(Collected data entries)
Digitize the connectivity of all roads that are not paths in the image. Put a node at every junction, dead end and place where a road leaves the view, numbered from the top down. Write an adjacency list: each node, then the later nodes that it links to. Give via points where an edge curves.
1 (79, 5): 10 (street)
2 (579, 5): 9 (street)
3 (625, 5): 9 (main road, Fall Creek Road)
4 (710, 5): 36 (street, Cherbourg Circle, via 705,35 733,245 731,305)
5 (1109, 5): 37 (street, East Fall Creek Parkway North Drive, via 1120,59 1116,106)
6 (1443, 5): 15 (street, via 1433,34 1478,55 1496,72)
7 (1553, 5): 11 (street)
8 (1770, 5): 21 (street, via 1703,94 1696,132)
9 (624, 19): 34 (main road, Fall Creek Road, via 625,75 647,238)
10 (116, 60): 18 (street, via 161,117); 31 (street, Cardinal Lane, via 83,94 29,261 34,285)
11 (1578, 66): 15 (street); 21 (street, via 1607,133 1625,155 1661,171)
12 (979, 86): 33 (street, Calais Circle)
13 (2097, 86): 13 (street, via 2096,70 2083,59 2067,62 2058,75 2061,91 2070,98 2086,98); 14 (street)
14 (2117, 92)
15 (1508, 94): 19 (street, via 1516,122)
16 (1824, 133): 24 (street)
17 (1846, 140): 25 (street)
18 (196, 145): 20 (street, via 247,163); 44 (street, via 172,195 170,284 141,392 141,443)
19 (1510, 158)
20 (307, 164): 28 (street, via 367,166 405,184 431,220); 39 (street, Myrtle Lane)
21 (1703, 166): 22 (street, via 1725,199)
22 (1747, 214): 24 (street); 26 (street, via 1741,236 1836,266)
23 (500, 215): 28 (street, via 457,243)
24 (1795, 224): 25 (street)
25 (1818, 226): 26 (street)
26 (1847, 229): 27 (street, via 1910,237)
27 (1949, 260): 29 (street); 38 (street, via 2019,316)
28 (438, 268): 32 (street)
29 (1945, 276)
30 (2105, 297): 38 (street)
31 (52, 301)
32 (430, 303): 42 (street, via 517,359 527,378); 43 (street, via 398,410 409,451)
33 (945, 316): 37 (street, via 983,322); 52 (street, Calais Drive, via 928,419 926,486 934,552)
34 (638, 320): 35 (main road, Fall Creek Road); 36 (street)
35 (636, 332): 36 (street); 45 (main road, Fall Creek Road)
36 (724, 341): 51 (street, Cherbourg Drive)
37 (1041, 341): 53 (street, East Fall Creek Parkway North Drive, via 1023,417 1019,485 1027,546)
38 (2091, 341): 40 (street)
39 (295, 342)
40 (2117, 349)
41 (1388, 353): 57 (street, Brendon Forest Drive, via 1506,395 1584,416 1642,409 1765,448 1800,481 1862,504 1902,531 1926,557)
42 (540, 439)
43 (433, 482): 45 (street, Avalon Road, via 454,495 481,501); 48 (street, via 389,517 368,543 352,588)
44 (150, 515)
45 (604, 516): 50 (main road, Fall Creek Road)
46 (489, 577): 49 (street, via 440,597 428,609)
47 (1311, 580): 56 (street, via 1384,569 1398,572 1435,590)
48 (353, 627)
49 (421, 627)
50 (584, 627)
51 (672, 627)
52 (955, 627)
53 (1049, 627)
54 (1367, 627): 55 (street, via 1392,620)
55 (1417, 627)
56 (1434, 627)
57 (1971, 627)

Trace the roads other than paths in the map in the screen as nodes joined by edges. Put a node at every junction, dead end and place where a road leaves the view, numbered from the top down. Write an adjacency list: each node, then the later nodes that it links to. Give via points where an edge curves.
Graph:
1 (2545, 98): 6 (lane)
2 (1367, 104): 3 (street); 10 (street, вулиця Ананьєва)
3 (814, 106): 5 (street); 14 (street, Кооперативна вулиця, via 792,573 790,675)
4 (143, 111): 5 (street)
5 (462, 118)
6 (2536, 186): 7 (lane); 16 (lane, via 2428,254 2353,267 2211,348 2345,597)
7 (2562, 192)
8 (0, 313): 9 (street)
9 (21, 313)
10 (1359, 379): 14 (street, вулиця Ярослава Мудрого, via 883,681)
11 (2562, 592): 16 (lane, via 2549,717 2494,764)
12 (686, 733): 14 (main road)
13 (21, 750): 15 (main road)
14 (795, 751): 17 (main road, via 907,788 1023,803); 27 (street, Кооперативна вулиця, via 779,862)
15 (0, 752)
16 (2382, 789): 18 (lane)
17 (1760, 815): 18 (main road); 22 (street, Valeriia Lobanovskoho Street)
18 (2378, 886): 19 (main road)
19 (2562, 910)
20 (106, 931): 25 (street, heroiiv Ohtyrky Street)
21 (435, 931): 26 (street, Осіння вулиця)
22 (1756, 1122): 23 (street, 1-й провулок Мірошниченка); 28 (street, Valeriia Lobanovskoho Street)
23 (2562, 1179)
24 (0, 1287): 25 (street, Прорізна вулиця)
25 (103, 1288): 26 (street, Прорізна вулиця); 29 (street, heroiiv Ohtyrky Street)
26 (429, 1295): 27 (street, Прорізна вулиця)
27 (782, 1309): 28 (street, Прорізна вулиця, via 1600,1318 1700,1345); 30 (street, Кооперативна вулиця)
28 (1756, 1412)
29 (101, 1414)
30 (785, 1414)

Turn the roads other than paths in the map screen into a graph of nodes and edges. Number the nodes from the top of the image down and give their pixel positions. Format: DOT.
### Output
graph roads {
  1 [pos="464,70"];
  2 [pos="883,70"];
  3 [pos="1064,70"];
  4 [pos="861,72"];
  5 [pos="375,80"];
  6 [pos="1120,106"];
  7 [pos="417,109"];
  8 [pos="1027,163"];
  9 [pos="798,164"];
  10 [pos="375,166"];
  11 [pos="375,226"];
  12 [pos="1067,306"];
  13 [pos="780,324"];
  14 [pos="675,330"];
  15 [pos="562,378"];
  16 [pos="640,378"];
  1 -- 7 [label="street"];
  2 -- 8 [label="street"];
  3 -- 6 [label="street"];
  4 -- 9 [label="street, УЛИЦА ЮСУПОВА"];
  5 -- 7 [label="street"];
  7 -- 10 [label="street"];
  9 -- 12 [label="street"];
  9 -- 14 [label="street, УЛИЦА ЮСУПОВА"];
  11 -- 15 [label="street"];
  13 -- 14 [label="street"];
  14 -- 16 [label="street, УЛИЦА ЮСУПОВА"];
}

#### Action item
Within the entries, count the lines containing the string "North" and state nothing but the result.

#### The completed task
2